# WORK TASK
If a line in the entries contains the word "image", list it.

# DATA FOR THIS TASK
==================================================
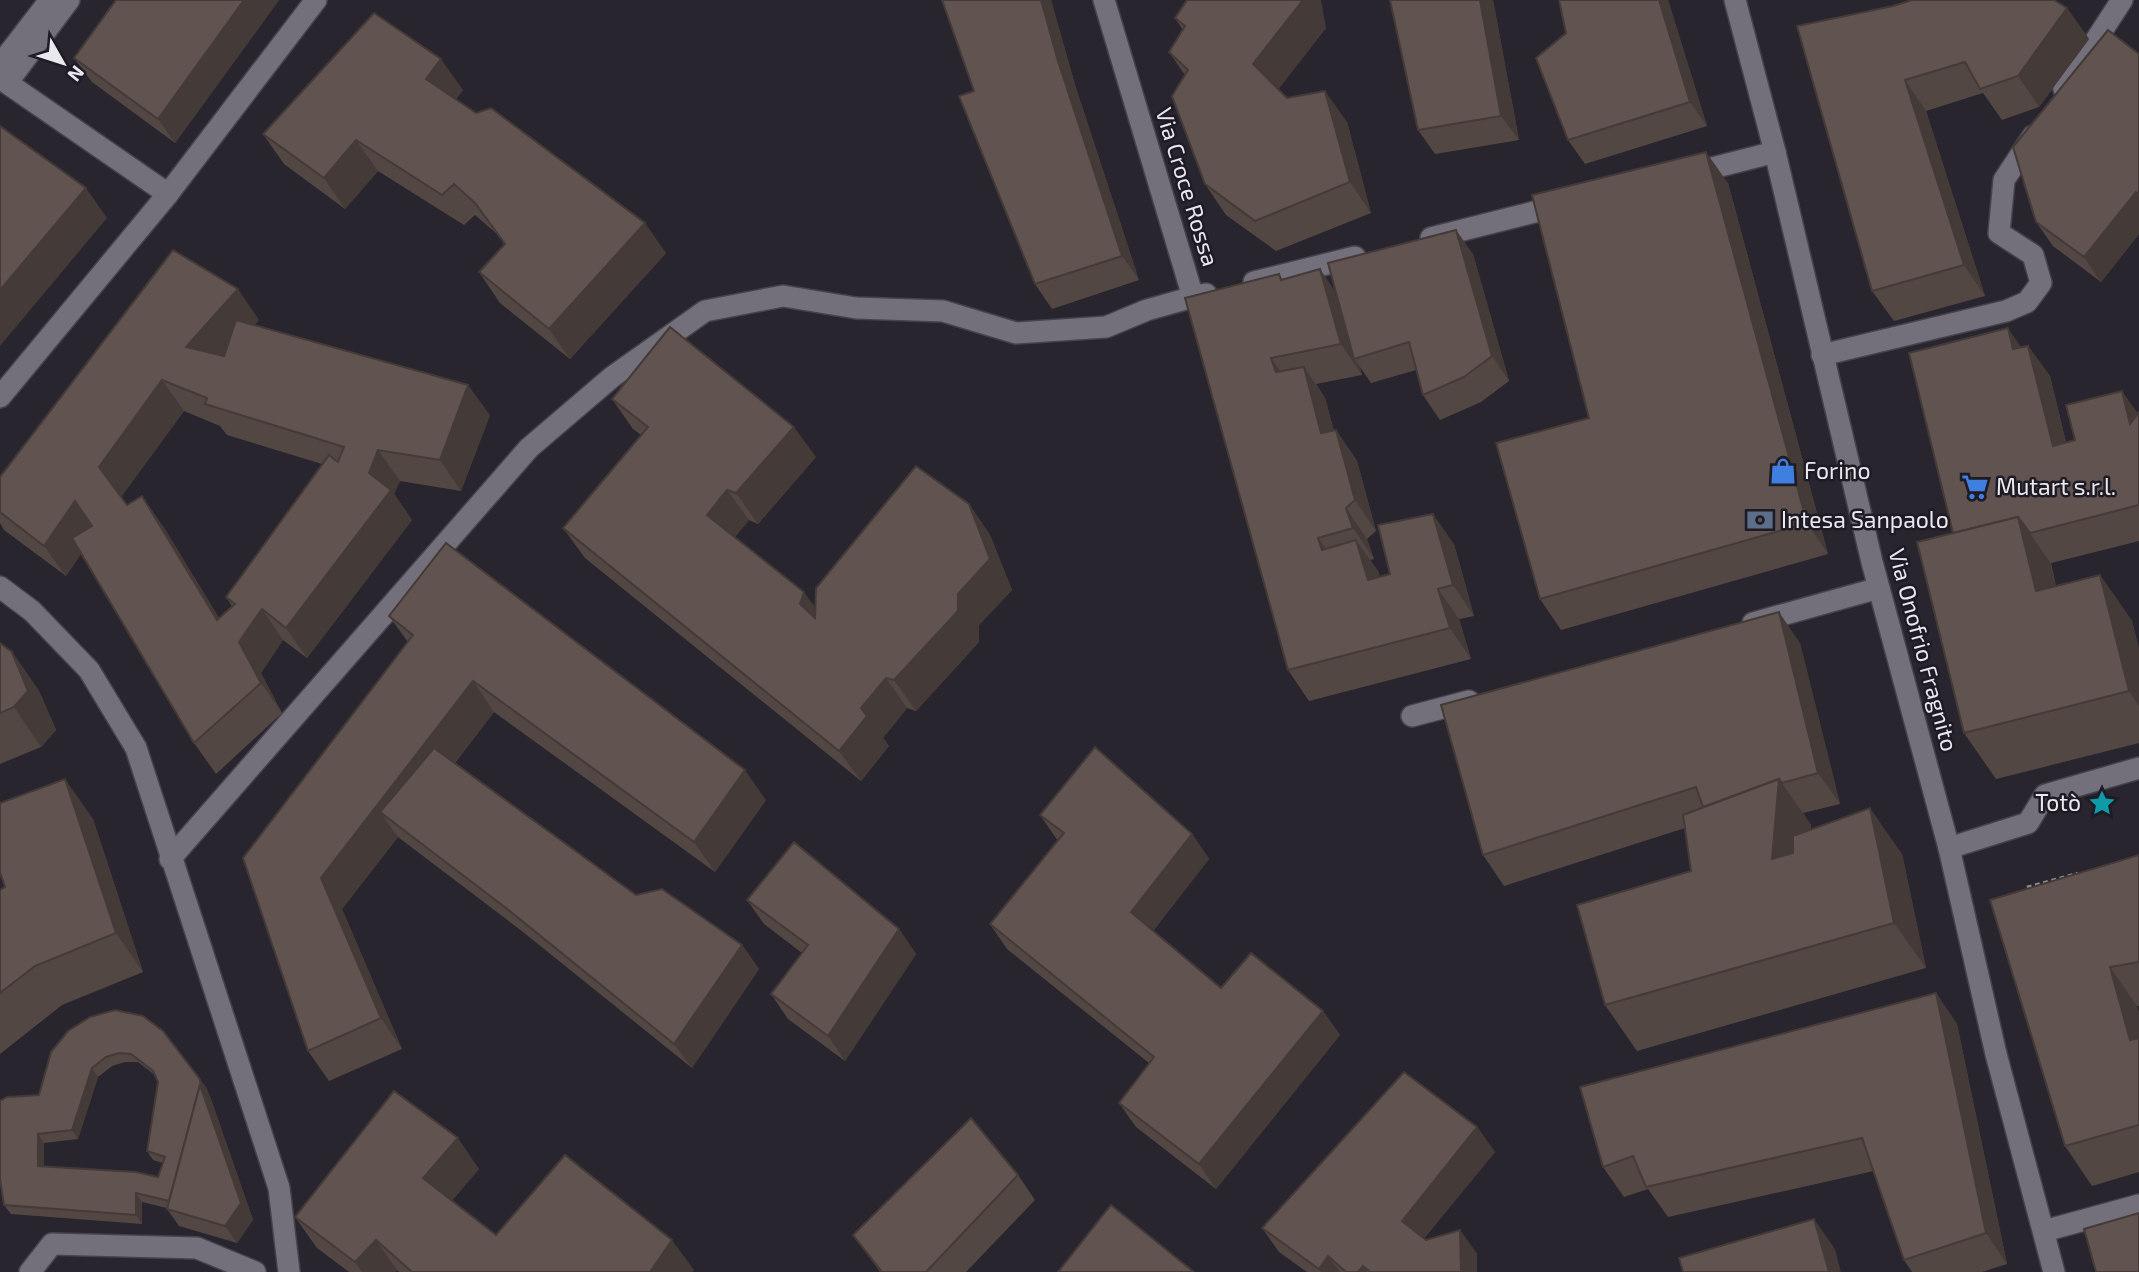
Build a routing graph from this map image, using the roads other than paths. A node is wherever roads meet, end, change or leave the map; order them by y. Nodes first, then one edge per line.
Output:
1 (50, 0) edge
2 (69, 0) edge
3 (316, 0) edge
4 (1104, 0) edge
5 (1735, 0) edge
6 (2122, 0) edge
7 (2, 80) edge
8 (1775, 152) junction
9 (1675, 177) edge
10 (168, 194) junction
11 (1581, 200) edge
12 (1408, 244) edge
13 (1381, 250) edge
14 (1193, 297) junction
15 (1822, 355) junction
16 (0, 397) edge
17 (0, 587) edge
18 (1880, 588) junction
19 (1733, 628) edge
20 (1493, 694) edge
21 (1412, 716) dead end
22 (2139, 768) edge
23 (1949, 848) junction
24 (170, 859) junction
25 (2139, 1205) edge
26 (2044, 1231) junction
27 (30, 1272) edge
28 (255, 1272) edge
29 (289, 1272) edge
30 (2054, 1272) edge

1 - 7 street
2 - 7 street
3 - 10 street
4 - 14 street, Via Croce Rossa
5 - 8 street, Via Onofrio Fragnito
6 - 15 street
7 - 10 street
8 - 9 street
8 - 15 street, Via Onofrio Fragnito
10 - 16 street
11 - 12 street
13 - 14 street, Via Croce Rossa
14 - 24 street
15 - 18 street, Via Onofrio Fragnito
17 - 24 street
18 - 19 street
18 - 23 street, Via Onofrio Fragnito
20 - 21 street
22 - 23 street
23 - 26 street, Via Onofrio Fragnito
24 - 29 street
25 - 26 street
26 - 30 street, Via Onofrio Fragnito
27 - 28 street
==================================================
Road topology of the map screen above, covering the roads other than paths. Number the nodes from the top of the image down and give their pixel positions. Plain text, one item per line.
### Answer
==================================================
# TASK RESPONSE
Build a routing graph from this map image, using the roads other than paths. A node is wherever roads meet, end, change or leave the map; order them by y. Nodes first, then one edge per line.
Road topology of the map screen above, covering the roads other than paths. Number the nodes from the top of the image down and give their pixel positions. Plain text, one item per line.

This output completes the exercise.